The building momentum behind better corporate governance in Japan is reshaping what it means to invest in Japanese stocks. For decades, Japanese companies have run conservative, cash-heavy balance sheets and relied on conglomerate-style business models to insulate themselves from cyclical weakness in any one industry. Now, the government under Prime Minister Shinzo Abe has begun to exert pressure on company boards to increase the return on equity for shareholders.
Accordingly, many companies are looking to execute share buybacks, engage in corporate mergers, and find more growth-oriented methods for making their cash work to the benefit of shareholders. This has breathed new life into the balance sheets of many Japanese companies, and has enhanced the attractiveness of this market.
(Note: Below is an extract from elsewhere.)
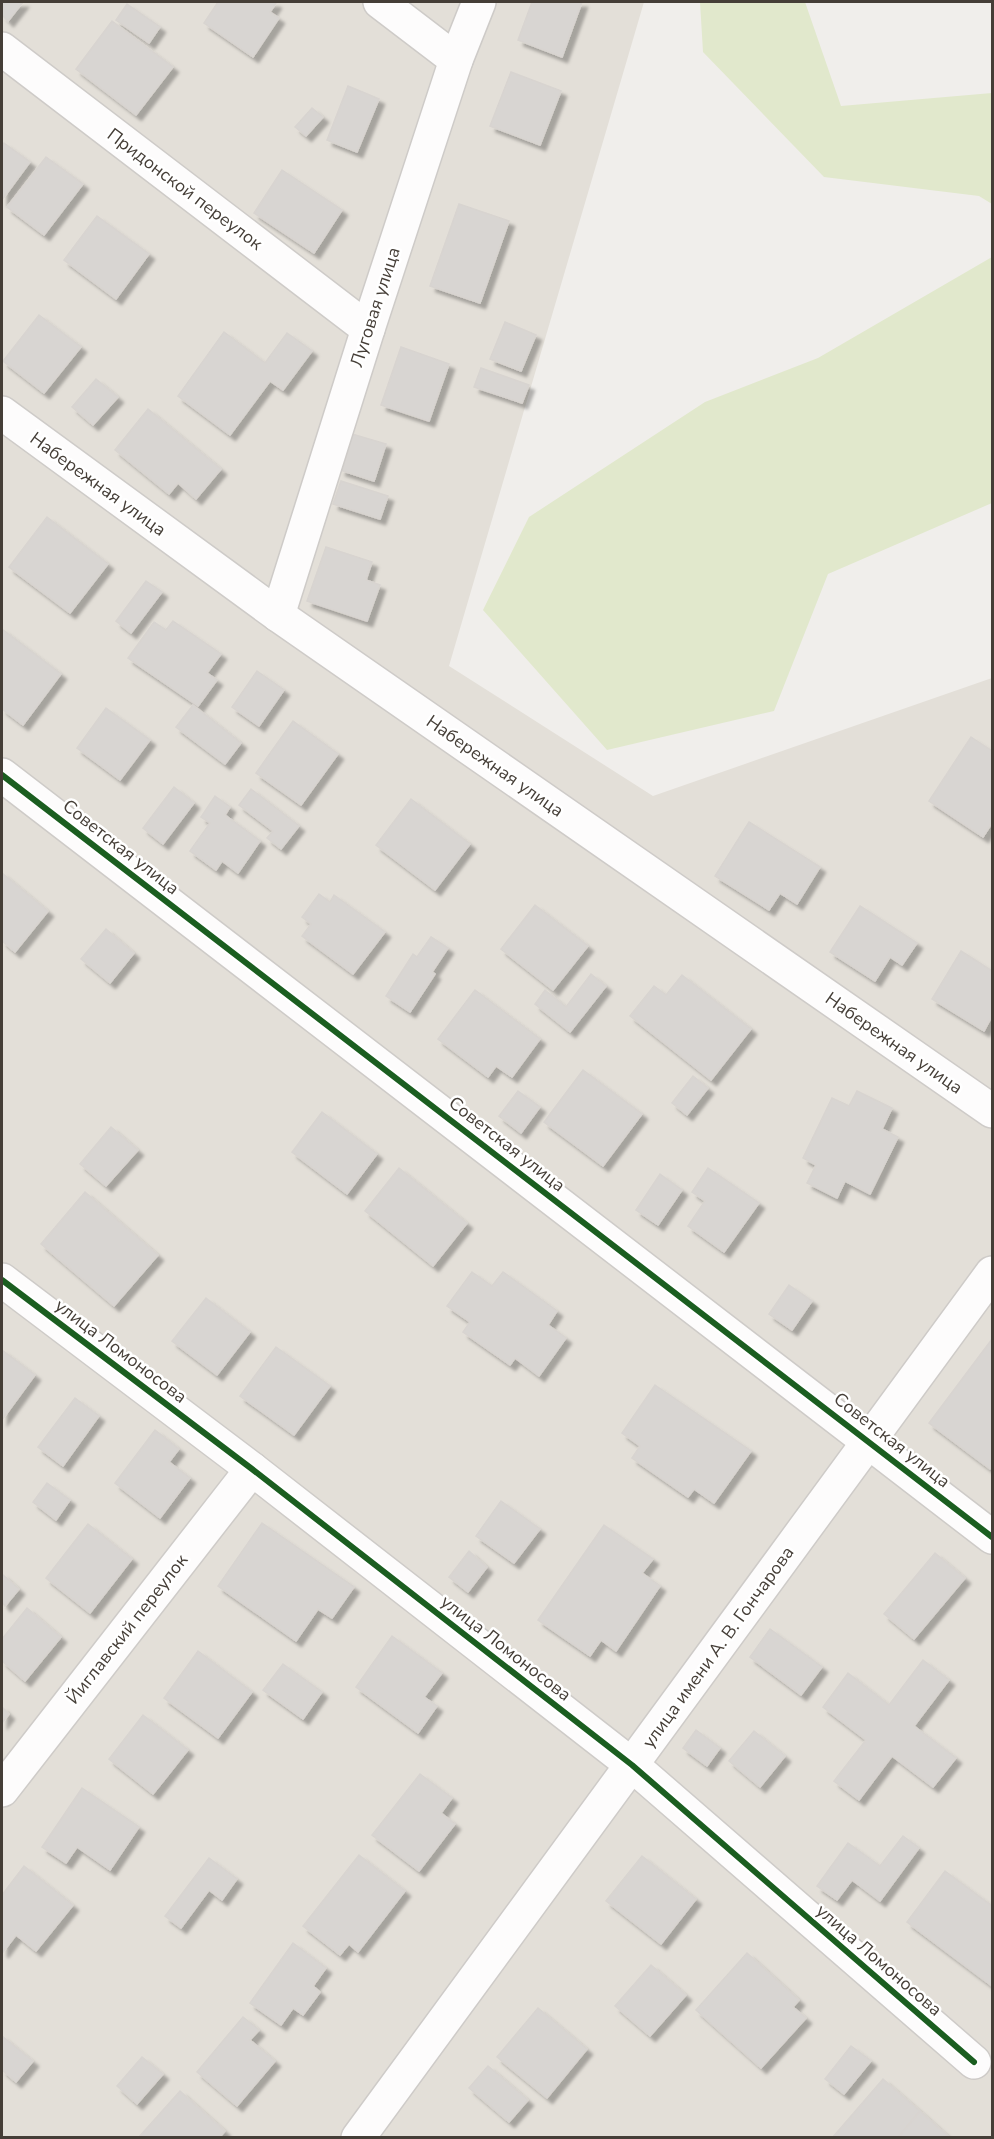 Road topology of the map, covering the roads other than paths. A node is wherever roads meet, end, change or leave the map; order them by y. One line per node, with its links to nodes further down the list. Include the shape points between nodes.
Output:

Another important shift in Japan concerns the changing behaviors of Japanese money managers. Led by the GPIF, Japan’s largest pension fund, professional investors are set to increase their holdings of Japanese stocks and lower their allocations to Japanese government bonds, which the Bank of Japan itself is purchasing in vast quantities as an economic stimulus measure. Against the backdrop of this technical sea change in favor of Japanese stocks, Japanese companies will have increasingly urgent incentives to focus on raising profitability.
In addition, Japanese stocks are as attractively valued now as they ever have been, and currently look cheaper relative to virtually every other developed market. This is especially remarkable, in our view, given the other positive trends at work for Japanese equities.